The hour dragged by. Two dreads lingered in his mind: one was the sound of the trawlers closing in again and finding them, the other the likelihood of Bob McClure agitating for a game of noughts and crosses.
To make this less likely he edged away a bit and turned his back on him, pretending to be asleep while he listened—as everyone else was doing— for those screws. But it was all right: at six, when Ruck ordered “Open up from depthcharging” and brought her up cautiously to periscope depth, sky and surface were clear of enemies. He pushed the handles up.
“Forty feet. Relax to watch diving, Number One. We’ll surface at eight.”
McClure had the first surface watch. It was rough: the boat was slamming through the waves, and night air sucking down through the tower was cold, made colder by the salt water coming with it. Wykeham had proposed rigging the “bird bath,” a canvas affair that fitted round the ladder to contain the splashing, but Ruck said it wasn’t worth it. He might have had a premonition of what sort of night it was going to be.

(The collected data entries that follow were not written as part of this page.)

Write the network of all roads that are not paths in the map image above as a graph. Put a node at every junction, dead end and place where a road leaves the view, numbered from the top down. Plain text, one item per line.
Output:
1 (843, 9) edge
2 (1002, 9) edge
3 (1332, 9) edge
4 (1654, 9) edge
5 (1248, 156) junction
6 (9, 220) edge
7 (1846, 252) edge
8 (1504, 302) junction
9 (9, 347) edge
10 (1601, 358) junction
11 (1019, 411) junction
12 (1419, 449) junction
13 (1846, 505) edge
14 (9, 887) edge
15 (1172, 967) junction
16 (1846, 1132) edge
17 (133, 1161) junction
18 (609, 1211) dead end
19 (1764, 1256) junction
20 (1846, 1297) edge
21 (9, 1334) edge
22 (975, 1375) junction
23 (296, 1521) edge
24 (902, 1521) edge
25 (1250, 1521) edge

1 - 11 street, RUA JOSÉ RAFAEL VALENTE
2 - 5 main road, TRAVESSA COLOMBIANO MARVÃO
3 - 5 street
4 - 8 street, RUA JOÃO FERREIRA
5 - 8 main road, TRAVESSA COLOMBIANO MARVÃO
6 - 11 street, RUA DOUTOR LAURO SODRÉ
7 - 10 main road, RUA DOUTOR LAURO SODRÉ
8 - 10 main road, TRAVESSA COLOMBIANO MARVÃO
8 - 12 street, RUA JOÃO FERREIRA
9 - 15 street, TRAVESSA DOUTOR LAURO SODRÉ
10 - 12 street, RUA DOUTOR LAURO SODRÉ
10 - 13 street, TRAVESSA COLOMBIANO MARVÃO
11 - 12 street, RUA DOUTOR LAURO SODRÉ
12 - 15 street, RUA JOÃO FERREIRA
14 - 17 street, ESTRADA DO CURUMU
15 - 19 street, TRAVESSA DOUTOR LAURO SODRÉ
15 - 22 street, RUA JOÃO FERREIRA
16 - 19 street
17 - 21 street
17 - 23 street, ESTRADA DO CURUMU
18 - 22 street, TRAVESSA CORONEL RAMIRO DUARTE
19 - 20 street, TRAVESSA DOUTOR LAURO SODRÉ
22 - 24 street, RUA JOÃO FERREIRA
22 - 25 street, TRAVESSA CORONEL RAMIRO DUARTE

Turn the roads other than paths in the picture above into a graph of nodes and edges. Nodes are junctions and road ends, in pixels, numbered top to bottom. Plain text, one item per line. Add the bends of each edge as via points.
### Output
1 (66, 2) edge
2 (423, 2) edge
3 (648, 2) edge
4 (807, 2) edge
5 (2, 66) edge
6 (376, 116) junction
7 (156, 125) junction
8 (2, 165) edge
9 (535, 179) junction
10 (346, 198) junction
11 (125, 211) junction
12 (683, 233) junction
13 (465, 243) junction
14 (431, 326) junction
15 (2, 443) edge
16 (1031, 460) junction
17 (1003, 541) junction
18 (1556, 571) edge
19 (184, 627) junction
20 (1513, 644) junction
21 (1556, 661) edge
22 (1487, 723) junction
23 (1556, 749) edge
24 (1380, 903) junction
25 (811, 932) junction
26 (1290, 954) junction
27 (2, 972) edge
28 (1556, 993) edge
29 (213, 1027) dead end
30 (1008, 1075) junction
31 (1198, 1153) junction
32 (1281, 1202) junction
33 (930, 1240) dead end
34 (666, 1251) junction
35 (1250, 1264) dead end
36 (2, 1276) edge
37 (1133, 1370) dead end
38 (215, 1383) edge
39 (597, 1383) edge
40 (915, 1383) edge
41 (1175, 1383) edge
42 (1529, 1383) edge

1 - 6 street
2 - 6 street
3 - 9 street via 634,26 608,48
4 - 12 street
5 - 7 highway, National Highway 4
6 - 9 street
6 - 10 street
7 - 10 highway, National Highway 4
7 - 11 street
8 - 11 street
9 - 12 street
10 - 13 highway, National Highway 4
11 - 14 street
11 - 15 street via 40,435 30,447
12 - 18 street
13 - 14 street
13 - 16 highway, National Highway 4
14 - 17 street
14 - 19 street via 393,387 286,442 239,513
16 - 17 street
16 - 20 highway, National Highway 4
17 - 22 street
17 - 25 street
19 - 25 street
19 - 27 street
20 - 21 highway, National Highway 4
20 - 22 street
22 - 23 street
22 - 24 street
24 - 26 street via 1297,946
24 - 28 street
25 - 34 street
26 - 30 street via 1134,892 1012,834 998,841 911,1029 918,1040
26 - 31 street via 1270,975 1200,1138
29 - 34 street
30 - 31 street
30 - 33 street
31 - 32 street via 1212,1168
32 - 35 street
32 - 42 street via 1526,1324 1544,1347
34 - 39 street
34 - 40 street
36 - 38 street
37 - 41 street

Before eight-thirty a pair of MMM lights swung to the vertical position: McClure dived the boat, and what sounded like an E-boat or Mas-boat passed over the top ten minutes later. Ruck surfaced her again at nine.
Supper, consisting of hash with boiled potatoes, was ready at nine-thirty. Ultra was steering south, to put a few extra miles between herself and the Measures, with a standing charge on one side to feed the battery. It was a case of starting from scratch now, because an interrupted charge was useless. To do any good it had to be maintained over a period of hours and gradually reduced as the density of the electrolyte neared its ceiling.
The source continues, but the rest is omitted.